As we celebrate Christmas, let’s tune into this classic Chuck Colson BreakPoint commentary on the manger, and how we often forget the staggering implications of Christmas.

Chuck Colson
What image does the mention of Christmas typically conjure up? For most of us, it’s a babe lying in a manger while Mary and Joseph, angels, and assorted animals look on.

Heartwarming picture, but Christmas is about far more than a Child’s birth—even the Savior’s birth. It’s about the Incarnation: God Himself, Creator of heaven and earth, invading planet Earth, becoming flesh and dwelling among us.

It’s a staggering thought. Think of it: The Word—that is, Logos in the Greek, which meant all  knowledge that could be known, the plan of creation—that is, ultimate reality, becomes mere man? And that He was not born of an earthly king and queen, but of a virgin of a backwater village named Nazareth?

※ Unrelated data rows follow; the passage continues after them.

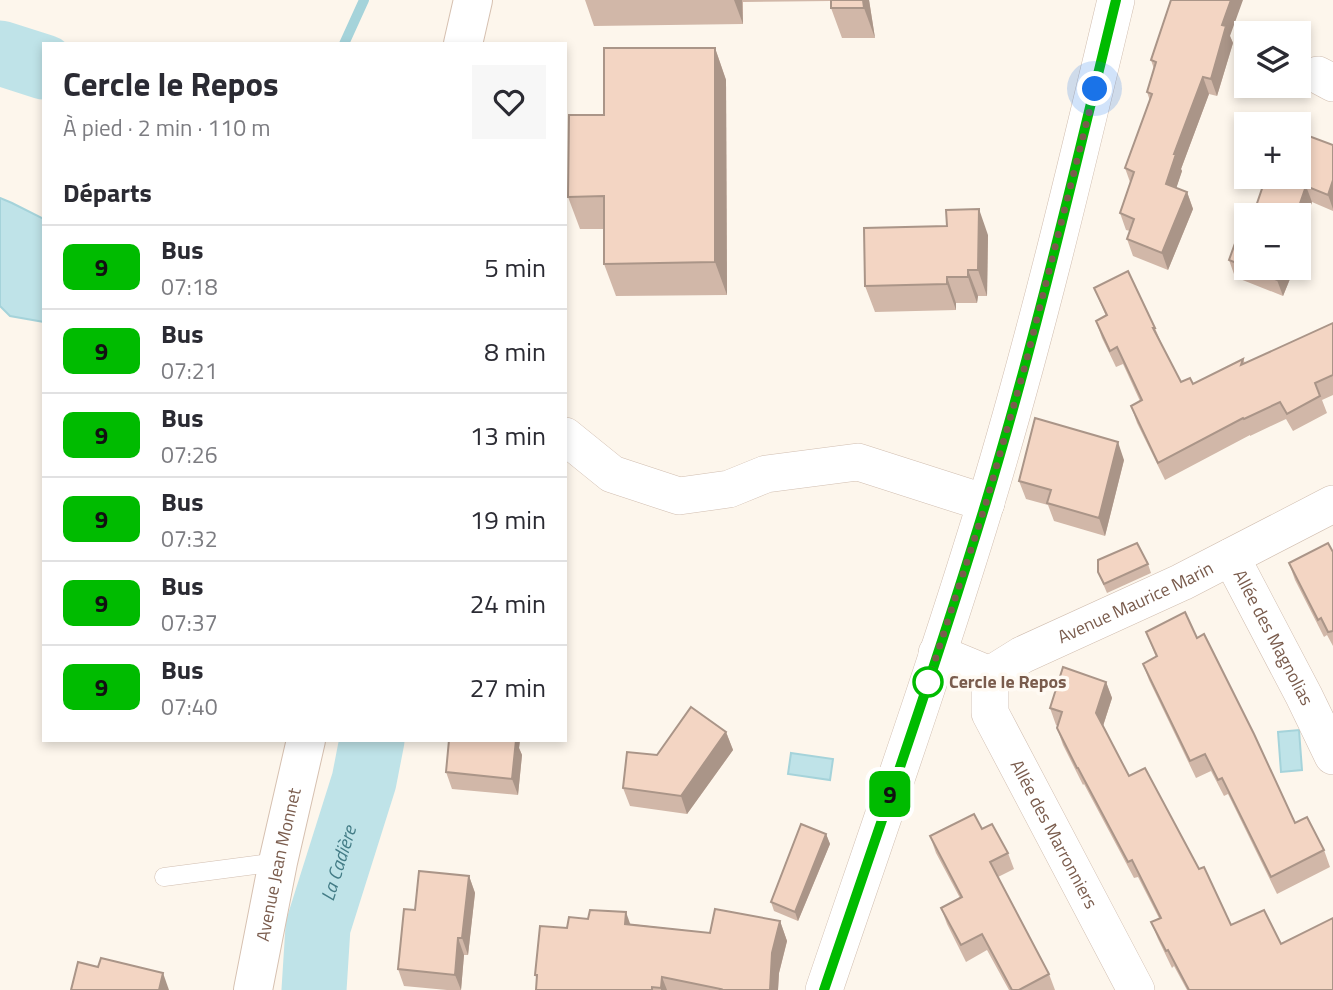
<!DOCTYPE html>
<html lang="fr">
<meta charset="utf-8">
<style>
:root{--surface:#fff;--page:#f7f7f7;--text:#2b2b33;--muted:#7c7c81;--line:#e1e1e2}
body{margin:0;font-family:"Titillium Web",sans-serif;background:var(--page);color:var(--text);height:100vh;display:flex;flex-direction:column;font-size:26px;white-space:nowrap}
*{box-sizing:border-box;margin:0}
p{font-size:23px;color:var(--muted)}
.icon{flex:none;width:38px;height:38px;fill:none;stroke:currentColor;stroke-width:2;stroke-linecap:round;stroke-linejoin:round}
.map{position:relative;flex:1;overflow:hidden}
.panel{position:absolute;left:42px;top:42px;width:525px;height:700px;display:flex;flex-direction:column;background:var(--surface);border-radius:0px;box-shadow:0 4px 10px #0003}
.panel>*{flex:none}
.badge{padding:0 14px;border-radius:10px;font-size:24px;line-height:46px}
.tools{position:absolute;left:1234px;top:21px;display:grid;gap:14px}
.tools a{display:grid;place-items:center;width:77px;height:77px;border-radius:0px;background:var(--surface);box-shadow:0 4px 10px #0003;font-size:35px}
.you{position:absolute;width:35px;height:35px;margin:-18px;border:5px solid #fff;border-radius:50%;background:#1a73e8;box-shadow:0 0 0 10px #1a73e833}
.map>.badge{position:absolute;translate:-50% -50%;box-shadow:0 0 0 4px #fff}
h2{padding:0 21px;font-size:26px;line-height:63px}
.round{display:grid;place-items:center;flex:none;width:74px;height:74px;border-radius:0px;background:var(--page)}
.overview{display:flex;align-items:center;justify-content:space-between;height:119px;padding:0 21px}
h1{font-size:33px;font-weight:700;line-height:52px}
ul{padding:0;list-style:none}
li{display:flex;align-items:center;gap:21px;height:84px;padding:0 21px;border-top:2px solid var(--line)}
li div{flex:1}
li b{display:block;font-size:26px}
li em{font-style:normal}
li .badge{min-width:77px;font-weight:700;text-align:center}
.map>svg:first-child{display:block}
</style>
<div class="map">
<svg width="1333" height="990" viewBox="0 0 1333 990">
<rect width="100%" height="100%" fill="#fdf6ec"/>
<!-- water -->
<g fill="#bfe3e8" stroke="#a5d3da" stroke-width="2">
<polygon points="0,198 12,203 44,219 44,322 10,316 0,306"/>
<polygon points="1299,730 1302,770 1281,772 1278,732"/>
<polygon points="791,753 833,759 830,780 788,774"/>
</g>
<g fill="none" stroke-linecap="round" stroke-linejoin="round">
<!-- stream -->
<polyline stroke="#a5d3da" stroke-width="10" points="344,44 364,0"/>
<!-- river -->
<g stroke="#bfe3e8" stroke-width="65">
<polyline points="0,53 44,67"/>
<path id="s1" d="M314 990 318 927 364 781 372 740"/>
</g>
<defs>
<polyline id="lane" points="164,877 278,862"/>
<g id="street">
<polyline points="1318,75 1333,83"/>
<polyline points="565,436 612,474 679,496 729,489 766,474 858,462 986,503"/>
<path id="s2" d="M1231 557 1304 696 1333 756"/>
<path id="s3" d="M937 653 990 675 1022 655 1182 582 1333 504"/>
<path id="s4" d="M990 675V713L1136 990"/>
<path d="M824 990C879 828 936 666 986 502 1036 337 1076 168 1116 0"/>
</g>
<g id="secondary">
<polyline points="463,44 473,0"/>
<path id="s5" d="M253 990 278 862 306 740"/>
</g>
</defs>
<!-- lane casing -->
<use href="#lane" stroke="#d1beb0" stroke-width="19"/>
<!-- street casing -->
<use href="#street" stroke="#d1beb0" stroke-width="38"/>
<!-- secondary casing -->
<use href="#secondary" stroke="#d6c0b0" stroke-width="40"/>
<!-- lane -->
<use href="#lane" stroke="#fff" stroke-width="18"/>
<!-- street -->
<use href="#street" stroke="#fff" stroke-width="37"/>
<!-- secondary -->
<use href="#secondary" stroke="#fff" stroke-width="38"/>
</g>
<!-- wall -->
<g fill="#d1b7a8">
<polygon points="585,0 869,0 875,38 842,38 831,8 831,1 743,2 743,24 594,26"/>
<polygon points="1230,36 1233,43 1217,96 1209,94 1181,169 1182,171 1176,188 1187,192 1193,209 1168,270 1133,256 1127,239 1130,231 1126,230 1120,213 1130,182 1125,168 1150,101 1147,92 1154,69 1151,60"/>
<polygon points="715,48 726,80 727,295 616,296 604,264 604,229 580,229 568,197 604,115"/>
<polygon points="1298,132 1333,145 1333,211 1312,202 1298,241 1298,215 1246,215 1246,268 1293,268 1294,269 1283,296 1235,277 1229,260 1247,210 1254,212 1266,177 1298,177"/>
<polygon points="988,235 987,296 978,296 977,303 956,303 956,310 875,312 865,286"/>
<polygon points="1094,288 1155,328 1162,345 1181,382 1193,384 1243,359 1245,363 1333,323 1333,395 1322,400 1327,413 1293,431 1286,419 1250,436 1250,435 1165,480 1137,423 1131,406 1140,401 1123,364 1116,367 1102,338 1096,321 1106,316"/>
<polygon points="1124,460 1105,536 1054,521 1048,505 1026,499 1019,481"/>
<polygon points="1333,552 1333,646 1327,635 1324,637 1295,580 1289,563"/>
<polygon points="1148,564 1151,573 1107,593 1098,572"/>
<polygon points="1146,632 1197,638 1295,823 1324,850 1330,867 1277,894 1228,794 1224,796 1211,771 1196,778 1149,680 1143,664 1156,657"/>
<polygon points="1106,682 1112,698 1103,726 1129,776 1199,869 1231,925 1281,944 1333,990 1187,990 1174,966 1172,968 1158,939 1151,922 1159,918 1138,877 1134,878 1084,784 1083,785 1063,745 1057,728 1058,726 1056,725 1050,708"/>
<polygon points="726,732 733,750 687,814 630,806 623,788 657,755"/>
<polygon points="449,740 520,740 519,748 522,755 518,795 452,789 446,772"/>
<polygon points="982,829 1008,853 1014,869 998,877 1049,974 1055,990 1009,990 987,950 966,962 947,924 941,908 960,898 936,853 930,836"/>
<polygon points="826,834 830,844 798,921 774,911 771,902"/>
<polygon points="469,876 475,893 468,955 464,955 461,990 447,990 404,986 398,969 415,910"/>
<polygon points="588,919 710,933 780,921 787,941 779,973 778,990 536,990 537,979 535,975 567,928"/>
</g>
<!-- shaded-wall -->
<g fill="#aa9588">
<polygon points="734,0 742,0 743,24"/>
<polygon points="863,0 869,0 875,38 864,8"/>
<polygon points="1231,0 1243,0 1230,36 1233,43 1217,96 1211,79 1222,25"/>
<polygon points="715,48 726,80 727,295 715,262"/>
<polygon points="1203,77 1209,94 1181,169 1182,171 1172,201 1166,184 1174,154"/>
<polygon points="1333,180 1333,209 1328,195"/>
<polygon points="1306,186 1312,202 1298,241 1298,215 1296,215"/>
<polygon points="1187,192 1193,209 1168,270 1162,253"/>
<polygon points="979,209 988,235 987,296 978,270"/>
<polygon points="1282,268 1293,268 1294,269 1283,296 1277,280"/>
<polygon points="968,270 978,296 977,303 968,277"/>
<polygon points="947,277 956,303 956,310 947,284"/>
<polygon points="1118,442 1124,460 1105,536 1099,518"/>
<polygon points="1106,682 1112,698 1102,729 1096,713"/>
<polygon points="726,732 733,750 687,814 681,796"/>
<polygon points="513,740 520,740 519,748 522,755 518,795 512,779"/>
<polygon points="826,834 830,844 798,921 795,912"/>
<polygon points="469,876 475,893 468,955 462,938"/>
<polygon points="626,912 633,932 625,924"/>
<polygon points="780,921 787,941 779,973 778,990 770,990 772,953"/>
<polygon points="458,938 464,955 461,990 455,975"/>
<polygon points="163,973 169,990 159,990"/>
<polygon points="662,977 667,990 661,990 661,988"/>
</g>
<!-- building -->
<g fill="#f3d5c3" stroke="#aa9588" stroke-width="2">
<polygon points="831,0 863,0 864,8 831,8"/>
<polygon points="1171,0 1231,0 1222,25 1226,26 1211,79 1203,77 1174,154 1176,154 1166,184 1187,192 1162,253 1127,239 1134,219 1120,213 1134,172 1125,168 1152,94 1147,92 1156,62 1151,60"/>
<polygon points="604,48 715,48 715,262 604,264 604,196 568,197 569,115 604,115"/>
<polygon points="1298,132 1333,145 1333,180 1328,195 1306,186 1296,215 1246,215 1246,267 1229,260 1247,210 1254,212 1266,177 1298,177"/>
<polygon points="979,209 978,270 968,270 968,277 947,277 947,284 865,286 864,228 947,226 946,210"/>
<polygon points="1247,268 1282,268 1277,280"/>
<polygon points="1128,271 1155,328 1153,328 1181,382 1190,378 1193,384 1243,359 1241,365 1333,323 1333,375 1315,383 1320,396 1287,414 1280,402 1244,419 1243,418 1158,463 1131,406 1142,400 1117,347 1110,351 1096,321 1107,315 1094,288"/>
<polygon points="1035,418 1118,442 1099,518 1047,503 1051,490 1019,481"/>
<polygon points="1137,543 1148,564 1104,584 1098,572 1098,560"/>
<polygon points="1328,543 1333,552 1333,631 1328,632 1321,618 1318,620 1289,563"/>
<polygon points="1185,612 1197,638 1204,634 1254,734 1295,823 1307,817 1324,850 1271,877 1222,778 1218,780 1205,754 1190,761 1143,664 1157,656 1146,632"/>
<polygon points="1063,667 1106,682 1096,713 1104,728 1129,776 1145,768 1199,869 1204,867 1231,925 1264,910 1281,944 1333,918 1333,990 1189,990 1168,950 1166,951 1151,922 1161,918 1132,860 1128,862 1078,768 1077,768 1057,728 1062,712 1050,708"/>
<polygon points="691,707 726,732 681,796 623,788 627,752 657,755"/>
<polygon points="449,740 516,740 512,779 446,772"/>
<polygon points="974,814 982,829 992,824 1008,853 990,862 1049,974 1019,990 1012,990 982,934 961,945 941,908 962,897 930,836"/>
<polygon points="801,824 826,834 795,912 771,902"/>
<polygon points="419,871 469,876 462,938 458,938 455,975 398,969 404,909 415,910"/>
<polygon points="715,909 780,921 772,953 770,990 720,990 721,989 662,977 661,988 652,987 652,990 536,990 537,975 535,975 540,926 567,928 569,917 588,919 590,910 626,912 625,924 710,933"/>
<polygon points="101,958 163,973 159,990 71,990 78,962 98,967"/>
</g>
<g fill="none" stroke-linecap="round" stroke-linejoin="round">
<defs>
<path id="line" d="M824 990C879 828 936 666 986 502 1036 337 1075 168 1116 0"/>
</defs>
<!-- line casing -->
<use href="#line" stroke="#fff" stroke-width="16"/>
<!-- line -->
<use href="#line" stroke="#0b0" stroke-width="10"/>
<!-- walk -->
<polyline stroke="#7a5c4d" stroke-width="7" stroke-dasharray="0 12.6" points="928,682 986,503 1025,366 1095,89"/>
</g>
<!-- markers -->
<circle fill="#fff" stroke="#0b0" stroke-width="3.5" cx="928" cy="682" r="14"/>
<g text-anchor="middle" stroke-width="7" stroke-linejoin="round" paint-order="stroke">
<!-- street labels -->
<g font-size="18" fill="#7a5c4d" stroke="#fffaf3">
<text dy="6" stroke="none"><textPath href="#s3" startOffset="220">Avenue Maurice Marin</textPath></text>
<text dy="6" stroke="none"><textPath href="#s2" startOffset="91">Allée des Magnolias</textPath></text>
<text dy="6" stroke="none"><textPath href="#s4" startOffset="175">Allée des Marronniers</textPath></text>
<text dy="6" stroke="none"><textPath href="#s5" startOffset="128">Avenue Jean Monnet</textPath></text>
</g>
<!-- stop labels -->
<g font-size="18" font-weight="bold" fill="#7a5c4d" stroke="#fffaf3" text-anchor="start">
<text x="949" y="688">Cercle le Repos</text>
</g>
<!-- water labels -->
<g font-size="19" font-style="italic" fill="#437c86" stroke="#fffaf3">
<text dy="7" stroke="none"><textPath href="#s1" startOffset="130">La Cadière</textPath></text>
</g>
</g>
</svg>
<div class="tools">
<a><svg class="icon" aria-label="layers" viewBox="0 0 24 24"><path d="M12 4l9 5-9 5-9-5zM3 14l9 5 9-5"/></svg></a>
<a>+</a>
<a>−</a>
</div>
<div class="you" style="left:1095px;top:89px"></div>
<b class="badge" style="left:890px;top:794px;background:#0b0;color:#111">9</b>
<section class="panel">
<div class="overview"><div><h1>Cercle le Repos</h1><p>À pied · 2 min · 110 m</p></div><a class="round"><svg class="icon" aria-label="heart" viewBox="0 0 24 24"><path d="M12 20l-8-8c-3-5 5-10 8-4 3-6 11-1 8 4z"/></svg></a></div>
<h2>Départs</h2>
<ul>
<li><span class="badge" style="background:#0b0;color:#111">9</span><div><b>Bus</b><p>07:18</p></div><em>5 min</em></li>
<li><span class="badge" style="background:#0b0;color:#111">9</span><div><b>Bus</b><p>07:21</p></div><em>8 min</em></li>
<li><span class="badge" style="background:#0b0;color:#111">9</span><div><b>Bus</b><p>07:26</p></div><em>13 min</em></li>
<li><span class="badge" style="background:#0b0;color:#111">9</span><div><b>Bus</b><p>07:32</p></div><em>19 min</em></li>
<li><span class="badge" style="background:#0b0;color:#111">9</span><div><b>Bus</b><p>07:37</p></div><em>24 min</em></li>
<li><span class="badge" style="background:#0b0;color:#111">9</span><div><b>Bus</b><p>07:40</p></div><em>27 min</em></li>
</ul>
</section>
</div>
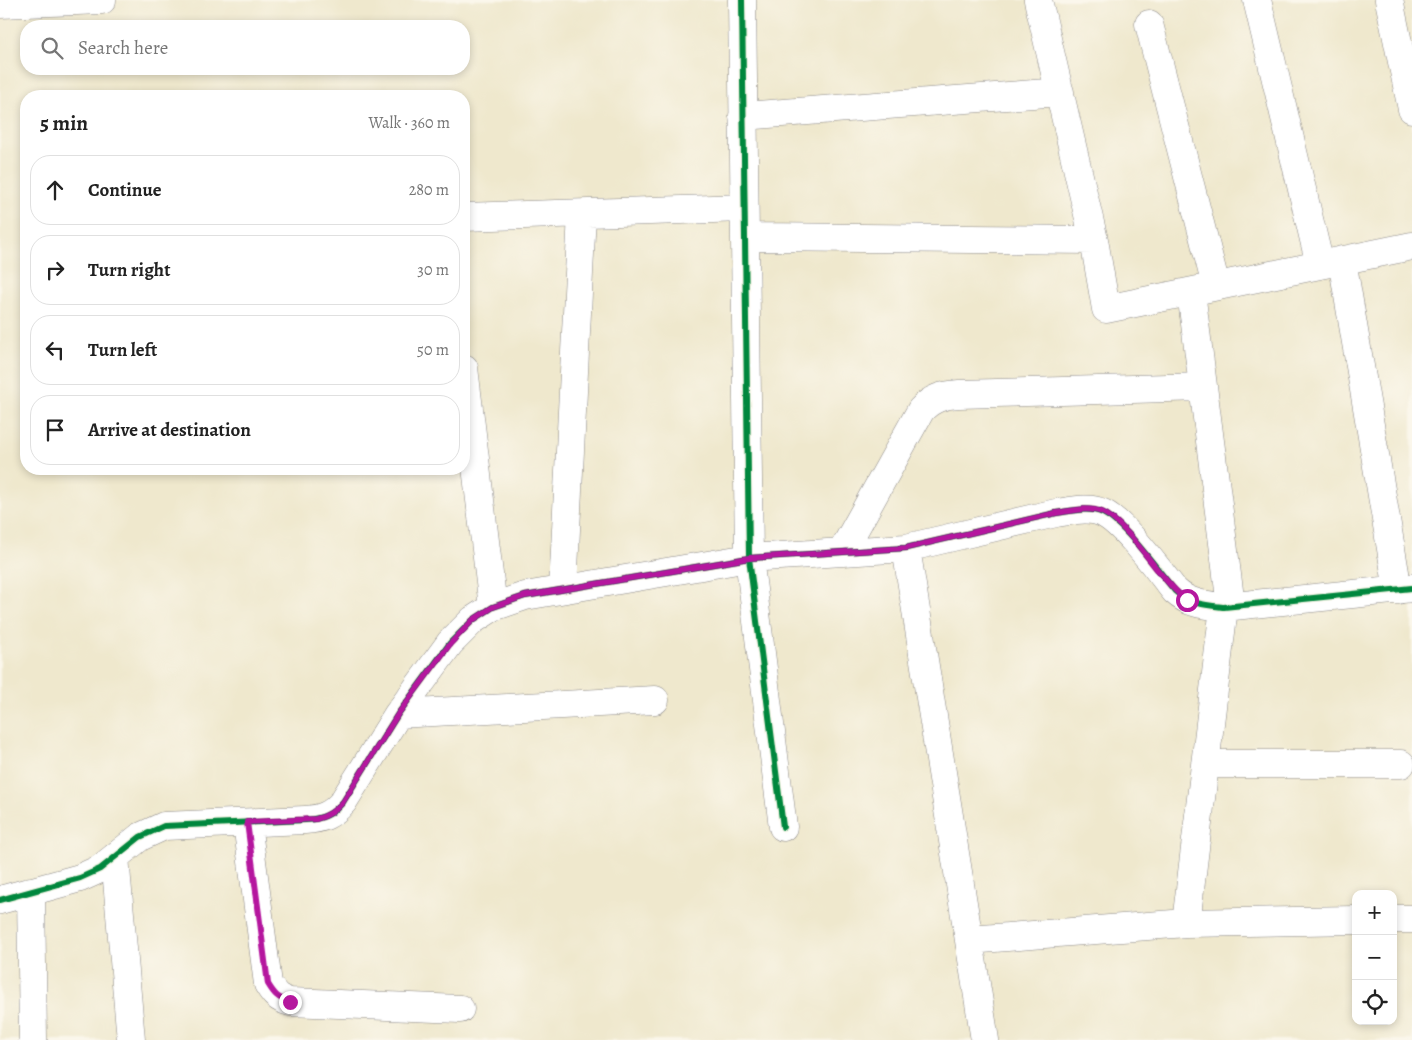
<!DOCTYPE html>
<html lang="en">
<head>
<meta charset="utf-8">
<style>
  :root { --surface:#fff; --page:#f2f2f2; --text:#222; --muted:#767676; --line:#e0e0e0 }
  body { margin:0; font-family:Alegreya,serif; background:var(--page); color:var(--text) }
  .controls { position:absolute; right:15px; bottom:15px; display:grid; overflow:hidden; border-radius:10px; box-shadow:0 2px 8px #0003 }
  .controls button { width:45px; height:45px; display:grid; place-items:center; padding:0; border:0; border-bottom:1px solid var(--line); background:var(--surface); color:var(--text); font:25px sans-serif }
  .stop { position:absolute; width:15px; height:15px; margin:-11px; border:4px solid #b5179e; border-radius:50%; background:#fff }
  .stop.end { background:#b5179e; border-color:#fff; box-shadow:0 1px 5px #0008 }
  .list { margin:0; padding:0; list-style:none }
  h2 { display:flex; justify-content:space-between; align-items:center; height:65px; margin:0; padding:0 20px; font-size:21px }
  h2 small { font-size:16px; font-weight:400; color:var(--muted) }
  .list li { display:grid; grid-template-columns:32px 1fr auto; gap:15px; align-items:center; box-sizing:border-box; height:70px; margin:0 10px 10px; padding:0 10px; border:1px solid var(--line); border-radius:20px }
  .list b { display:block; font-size:19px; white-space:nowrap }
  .list em { font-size:16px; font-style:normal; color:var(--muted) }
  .icon { flex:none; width:28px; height:28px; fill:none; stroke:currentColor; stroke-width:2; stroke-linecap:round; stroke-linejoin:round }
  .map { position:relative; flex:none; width:1412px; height:1040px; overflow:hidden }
  .search { position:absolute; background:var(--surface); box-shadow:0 2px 8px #0003; left:20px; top:20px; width:450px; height:55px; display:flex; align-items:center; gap:12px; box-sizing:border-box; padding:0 18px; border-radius:20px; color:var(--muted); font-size:19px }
  .panel { position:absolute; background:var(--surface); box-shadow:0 2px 8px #0003; left:20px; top:90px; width:450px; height:385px; border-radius:20px }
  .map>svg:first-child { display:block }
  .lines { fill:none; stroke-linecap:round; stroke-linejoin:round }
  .minor-casing { stroke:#888584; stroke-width:29 }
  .tertiary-casing { stroke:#888584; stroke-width:29 }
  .minor { stroke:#fff; stroke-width:28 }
  .tertiary { stroke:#fff; stroke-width:28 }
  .cycleway-casing { stroke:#fbf7ec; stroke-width:9 }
  .cycleway { stroke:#00873e; stroke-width:6 }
  .route { stroke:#b5179e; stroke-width:6 }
</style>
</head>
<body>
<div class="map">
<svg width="1412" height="1040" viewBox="0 0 1412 1040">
  <rect width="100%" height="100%" fill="#fbf7ec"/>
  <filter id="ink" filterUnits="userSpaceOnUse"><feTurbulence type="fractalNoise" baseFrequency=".02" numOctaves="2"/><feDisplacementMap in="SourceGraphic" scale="10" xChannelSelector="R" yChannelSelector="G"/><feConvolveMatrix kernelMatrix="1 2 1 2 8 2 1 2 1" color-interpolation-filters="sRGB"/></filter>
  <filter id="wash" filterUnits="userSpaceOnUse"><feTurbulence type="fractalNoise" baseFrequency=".0096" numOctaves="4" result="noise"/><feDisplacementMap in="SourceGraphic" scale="20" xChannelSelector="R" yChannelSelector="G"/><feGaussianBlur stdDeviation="1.12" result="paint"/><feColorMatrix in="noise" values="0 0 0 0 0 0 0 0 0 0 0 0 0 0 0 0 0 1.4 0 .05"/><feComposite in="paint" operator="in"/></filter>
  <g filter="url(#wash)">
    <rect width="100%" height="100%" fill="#efe8cd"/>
  </g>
  <g filter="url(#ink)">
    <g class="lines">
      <g class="minor-casing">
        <path id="minor" d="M742,0L749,558L783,827
          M1038,0L1094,240L1106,309L1412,246
          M1257,0L1320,265
          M1389,0L1412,109
          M1149,24L1216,286
          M743,116L1060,92
          M464,217L744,208
          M745,237L1094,240
          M1342,260L1398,590
          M1191,292L1231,606
          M464,368L493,607
          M906,548L985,1040
          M842,552L921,410C932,398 943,395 959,394L1203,387
          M563,589L582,214
          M398,714L655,700
          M1205,764H1401
          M247,823L268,984C274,994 278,999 290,1002L460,1009
          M115,857L131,1040
          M31,891L33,1040
          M0,900L80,878L100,869L140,837L164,826L305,820C322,819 332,815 343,802L398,714L450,643L473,620L493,607L525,596L749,558L906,548L1056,513C1071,511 1089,506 1103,513C1125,524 1158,570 1175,591C1189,604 1205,605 1224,607L1412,588
          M1393,919H1412
          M1186,923L1224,607
          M969,940L1186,923L1356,920"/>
      </g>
      <g class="tertiary-casing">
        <path id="tertiary" d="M0,4L102,0"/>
      </g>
      <use href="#minor" class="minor"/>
      <use href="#tertiary" class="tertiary"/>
      <g class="cycleway-casing">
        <path id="cycleway" d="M742,0L749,558L783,827
          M0,900L80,878L100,869L140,837L164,826L305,820C322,819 332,815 343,802L398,714L450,643L473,620L493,607L525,596L749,558L906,548L1056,513C1071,511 1089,506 1103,513C1125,524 1158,570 1175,591C1189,604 1205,605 1224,607L1412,588"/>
      </g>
      <use href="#cycleway" class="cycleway"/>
    </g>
  </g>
  <g class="lines" filter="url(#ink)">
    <path class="route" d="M290,1002C278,999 274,994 268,984L247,822L316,819C328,816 335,811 343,802L398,714L450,644L473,620L493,607L525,596L749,558L906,548L1056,513C1071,511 1088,506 1102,512C1122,521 1146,556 1160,573C1169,583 1176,593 1187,600"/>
  </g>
</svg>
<div class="controls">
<button>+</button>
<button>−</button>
<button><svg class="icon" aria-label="locate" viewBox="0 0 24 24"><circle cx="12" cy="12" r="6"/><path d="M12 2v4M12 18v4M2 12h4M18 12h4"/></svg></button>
</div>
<div class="stop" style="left:1187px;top:600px"></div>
<div class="stop end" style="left:290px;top:1002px"></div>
<div class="search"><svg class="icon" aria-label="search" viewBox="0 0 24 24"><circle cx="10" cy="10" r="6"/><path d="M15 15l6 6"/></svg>Search here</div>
<section class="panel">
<h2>5 min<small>Walk · 360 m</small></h2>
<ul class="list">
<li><svg class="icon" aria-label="ahead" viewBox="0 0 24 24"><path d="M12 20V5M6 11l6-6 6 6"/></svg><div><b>Continue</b></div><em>280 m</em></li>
<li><svg class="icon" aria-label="right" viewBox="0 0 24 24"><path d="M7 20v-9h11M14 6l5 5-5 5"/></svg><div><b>Turn right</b></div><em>30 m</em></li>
<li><svg class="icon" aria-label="left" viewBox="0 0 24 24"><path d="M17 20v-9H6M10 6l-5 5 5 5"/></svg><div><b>Turn left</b></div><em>50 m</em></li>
<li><svg class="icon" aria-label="arrive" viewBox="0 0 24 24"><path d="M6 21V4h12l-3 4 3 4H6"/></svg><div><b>Arrive at destination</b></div></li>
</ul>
</section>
</div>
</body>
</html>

Certainly God delights in confounding worldly wisdom and human expectations.

Thirty years after His humble birth, Jesus increased the Jews’ befuddlement when He read from the prophet Isaiah in the synagogue at Nazareth: “The Spirit of the Lord is upon me, because He anointed me to preach the gospel to the poor…to proclaim release to the captives…to set free those who are downtrodden…” Jesus then turned the scroll back and announced, “Today, this scripture has been fulfilled in your hearing.”

In effect, the carpenter’s son had just announced He was the King.

So yes, the birth of Jesus is a glorious moment, and the manger scene brings comfort and joy and Christmas cheer. But it should also inspire a holy terror in us—that this baby is God incarnate, the King who came to set captives free, through His violent, bloody death on the cross as atonement for us, His unworthy subjects.

It’s through the Incarnation God sets His grand plan in motion. He invades planet Earth, establishing His reign through Christ’s earthly ministry. And then Christ leaves behind an occupying force, His Church, which is to carry on the work of redemption until His return and the kingdom’s final triumph.